競馬の世界で最高峰に位置づけられる「G1」。そのタイトルは騎手であれば一度は夢見る頂だろう。だが、その壁は高い。そもそも騎乗機会が限られ、さらに勝つには、運も馬の力も、技術も、すべてが噛み合わなければならない。そこで今回はG1初勝利までに最も多く挑戦した騎手たちトップ10 をランキング形式で紹介していく。[9/10ページ]

第2位 藤岡佑介

挑戦86回目・2018年NHKマイルカップ・ケイアイノーテック

2018年NHKマイルCでG1初制覇を果たした藤岡佑介騎手(ケイアイノーテック)
2018年NHKマイルCでG1初制覇を果たした藤岡佑介騎手(ケイアイノーテック)

 2004年にデビューした競馬学校20期生の中ではトップの35勝を挙げ、新人賞を受賞した藤岡佑介騎手。年末の朝日杯フューチュリティステークスで早くもG1初騎乗を果たし、翌2005年2月の京都牝馬ステークスでは重賞初制覇を飾った。

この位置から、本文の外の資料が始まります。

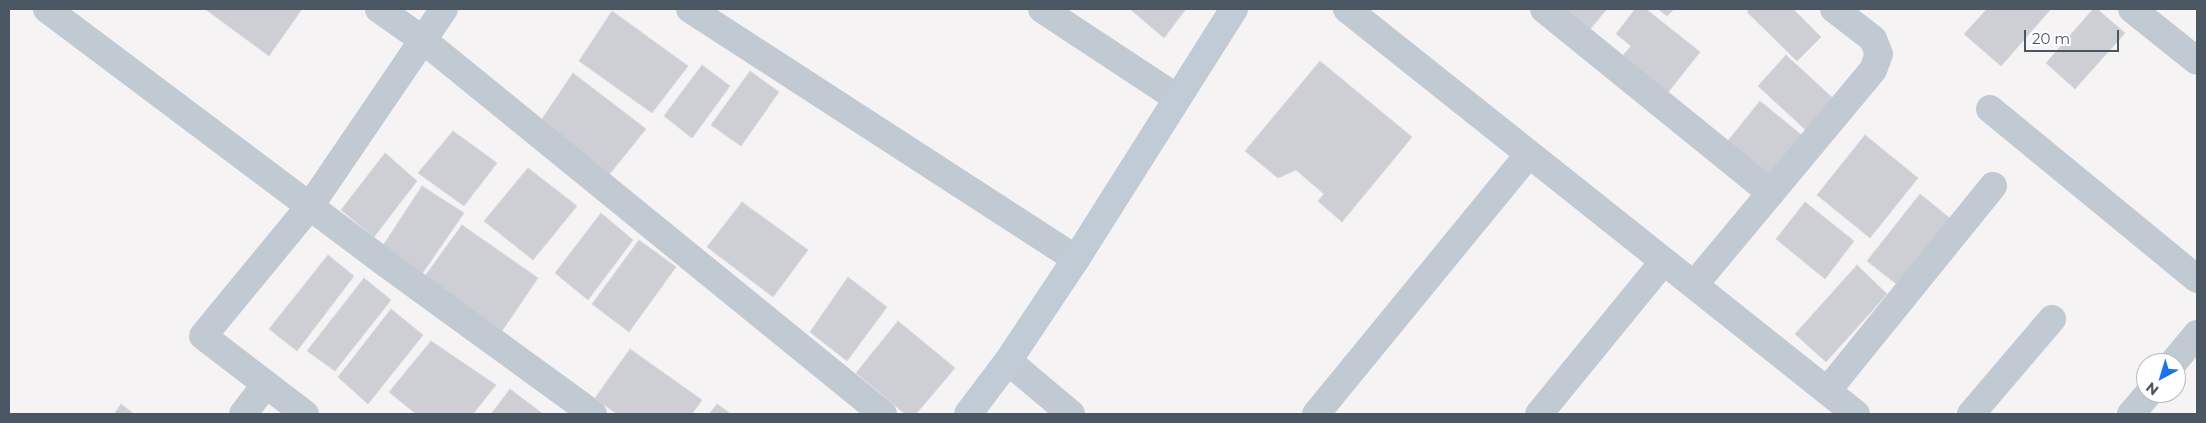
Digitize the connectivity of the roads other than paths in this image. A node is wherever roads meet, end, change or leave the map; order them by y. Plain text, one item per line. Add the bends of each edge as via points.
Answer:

 以降もスーパーホーネットを筆頭にG1や重賞での好走を積み上げ、次代のホープとして期待が高まっていった。

 一方で、2008年には川田将雅騎手が同期で最初にG1タイトルを獲得し、続く2009年には弟・藤岡康太騎手がデビュー3年目でNHKマイルカップを制覇。

 藤岡佑介騎手自身も2010年にJBCスプリント(船橋)を制し、G1級競走は制覇したものの、依然としてJRAのG1には手が届かないでいた。馬券圏内の好走も、2010年の安田記念での2着を最後に、2017年の菊花賞まで35戦連続で途絶えることとなった。

 とはいえ、この間も2012年にG1級競走である全日本2歳優駿をサマリーズで制し、JRAの重賞も8勝していたように実績は確実に積み上げていた。

 そして2018年のNHKマイルカップ、佑介騎手はケイアイノーテックに騎乗。前走のニュージーランドトロフィーで3着に導いた武豊騎手が騎乗停止により手綱を取れず、代打騎乗として白羽の矢が立った形だった。

 調教から同馬に跨り、「長く良い脚を使う」という印象を持った佑介騎手は、スタート後に行き脚がつかなくとも焦らず、直線一気に勝負を賭けると腹を括った。

 後方2番手で脚を溜め、府中の直線に向いたところで大外へ持ち出すと、溜めていたケイアイノーテックの末脚が爆発。有力各馬が内側でごちゃつく不利を横目に脚を伸ばすと、前を行く16頭を直線だけで華麗に撫で切って優勝。

 スーパーホーネットで何度も悔しい思いをした府中のマイルで、その悔しさを晴らす見事な快勝劇となった。